→ **Records from a data collection**:
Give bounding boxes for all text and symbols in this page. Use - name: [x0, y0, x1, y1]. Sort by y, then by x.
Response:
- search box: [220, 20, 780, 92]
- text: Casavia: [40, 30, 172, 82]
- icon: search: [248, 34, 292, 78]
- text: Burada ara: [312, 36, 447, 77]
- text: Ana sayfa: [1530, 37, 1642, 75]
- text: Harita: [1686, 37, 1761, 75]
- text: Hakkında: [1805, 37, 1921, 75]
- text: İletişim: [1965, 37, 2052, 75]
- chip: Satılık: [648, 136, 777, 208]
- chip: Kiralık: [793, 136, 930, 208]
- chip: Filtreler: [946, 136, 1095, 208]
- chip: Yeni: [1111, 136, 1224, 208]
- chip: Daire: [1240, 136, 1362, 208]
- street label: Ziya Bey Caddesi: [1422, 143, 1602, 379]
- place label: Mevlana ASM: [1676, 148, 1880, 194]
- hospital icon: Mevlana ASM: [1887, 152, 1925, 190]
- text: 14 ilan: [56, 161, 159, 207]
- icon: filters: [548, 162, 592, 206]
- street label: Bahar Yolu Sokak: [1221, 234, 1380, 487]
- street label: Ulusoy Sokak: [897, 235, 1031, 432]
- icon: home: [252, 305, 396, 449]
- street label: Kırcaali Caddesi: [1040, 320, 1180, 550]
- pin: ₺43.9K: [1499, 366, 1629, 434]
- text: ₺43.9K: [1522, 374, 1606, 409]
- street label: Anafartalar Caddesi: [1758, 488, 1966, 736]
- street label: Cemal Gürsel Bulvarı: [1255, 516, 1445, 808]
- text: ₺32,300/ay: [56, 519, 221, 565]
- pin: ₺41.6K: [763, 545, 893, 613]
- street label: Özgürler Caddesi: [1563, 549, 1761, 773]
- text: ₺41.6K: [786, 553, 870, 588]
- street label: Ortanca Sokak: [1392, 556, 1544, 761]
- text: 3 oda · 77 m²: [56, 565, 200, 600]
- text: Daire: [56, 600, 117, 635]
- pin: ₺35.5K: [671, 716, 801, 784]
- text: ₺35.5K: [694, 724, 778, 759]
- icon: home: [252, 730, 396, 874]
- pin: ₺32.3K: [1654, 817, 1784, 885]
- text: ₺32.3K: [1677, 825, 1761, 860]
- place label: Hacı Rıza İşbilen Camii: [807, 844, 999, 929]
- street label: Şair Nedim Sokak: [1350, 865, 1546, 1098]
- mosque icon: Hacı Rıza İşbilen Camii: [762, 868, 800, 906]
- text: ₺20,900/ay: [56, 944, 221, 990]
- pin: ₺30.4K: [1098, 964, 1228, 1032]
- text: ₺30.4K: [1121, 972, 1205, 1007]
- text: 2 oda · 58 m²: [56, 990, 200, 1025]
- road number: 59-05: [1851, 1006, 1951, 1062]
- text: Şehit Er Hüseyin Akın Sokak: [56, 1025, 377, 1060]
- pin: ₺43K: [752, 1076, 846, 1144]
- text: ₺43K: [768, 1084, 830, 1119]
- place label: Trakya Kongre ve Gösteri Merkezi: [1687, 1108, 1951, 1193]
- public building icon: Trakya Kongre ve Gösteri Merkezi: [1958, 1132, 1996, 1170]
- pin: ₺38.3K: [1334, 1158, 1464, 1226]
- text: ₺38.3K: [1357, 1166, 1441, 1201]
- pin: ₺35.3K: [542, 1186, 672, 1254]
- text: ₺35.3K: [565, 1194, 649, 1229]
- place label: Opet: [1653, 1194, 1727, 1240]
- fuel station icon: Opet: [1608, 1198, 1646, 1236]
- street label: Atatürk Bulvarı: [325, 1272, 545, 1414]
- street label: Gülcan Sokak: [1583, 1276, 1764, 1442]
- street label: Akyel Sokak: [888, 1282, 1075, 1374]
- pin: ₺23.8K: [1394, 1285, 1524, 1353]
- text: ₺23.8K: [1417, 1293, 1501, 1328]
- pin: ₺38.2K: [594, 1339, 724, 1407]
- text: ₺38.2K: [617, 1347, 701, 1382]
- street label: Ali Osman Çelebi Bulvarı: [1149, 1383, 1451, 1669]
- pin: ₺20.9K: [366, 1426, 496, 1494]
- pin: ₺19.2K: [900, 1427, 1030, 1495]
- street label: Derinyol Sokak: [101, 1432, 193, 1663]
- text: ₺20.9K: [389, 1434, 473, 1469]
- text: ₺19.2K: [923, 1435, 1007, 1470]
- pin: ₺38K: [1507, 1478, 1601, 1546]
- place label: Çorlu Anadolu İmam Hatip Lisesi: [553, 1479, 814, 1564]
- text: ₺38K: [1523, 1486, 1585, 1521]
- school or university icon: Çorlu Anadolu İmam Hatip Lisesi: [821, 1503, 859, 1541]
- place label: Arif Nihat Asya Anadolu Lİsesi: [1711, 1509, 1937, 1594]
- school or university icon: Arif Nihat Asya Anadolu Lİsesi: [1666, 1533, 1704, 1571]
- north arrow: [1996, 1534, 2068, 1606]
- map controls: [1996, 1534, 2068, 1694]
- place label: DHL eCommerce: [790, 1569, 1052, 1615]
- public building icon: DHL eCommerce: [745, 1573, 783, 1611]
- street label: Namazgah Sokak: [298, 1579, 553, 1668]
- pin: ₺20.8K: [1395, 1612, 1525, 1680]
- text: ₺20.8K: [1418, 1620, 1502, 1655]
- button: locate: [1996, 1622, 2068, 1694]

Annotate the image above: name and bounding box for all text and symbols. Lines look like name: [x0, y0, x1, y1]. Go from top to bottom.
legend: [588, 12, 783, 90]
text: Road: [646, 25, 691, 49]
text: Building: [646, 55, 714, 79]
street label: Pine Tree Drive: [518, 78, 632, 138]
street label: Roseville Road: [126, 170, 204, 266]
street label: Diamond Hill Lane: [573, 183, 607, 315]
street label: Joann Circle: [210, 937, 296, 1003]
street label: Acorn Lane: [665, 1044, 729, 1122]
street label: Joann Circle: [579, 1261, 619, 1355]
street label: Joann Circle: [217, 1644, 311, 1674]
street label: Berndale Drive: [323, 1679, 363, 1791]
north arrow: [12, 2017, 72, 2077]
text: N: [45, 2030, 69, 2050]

→ **ABOUT THIS TASK**: Reproduce every line above that contains the string "Opet".

→ **ANSWER TO THIS TASK**:
- place label: Opet: [1653, 1194, 1727, 1240]
- fuel station icon: Opet: [1608, 1198, 1646, 1236]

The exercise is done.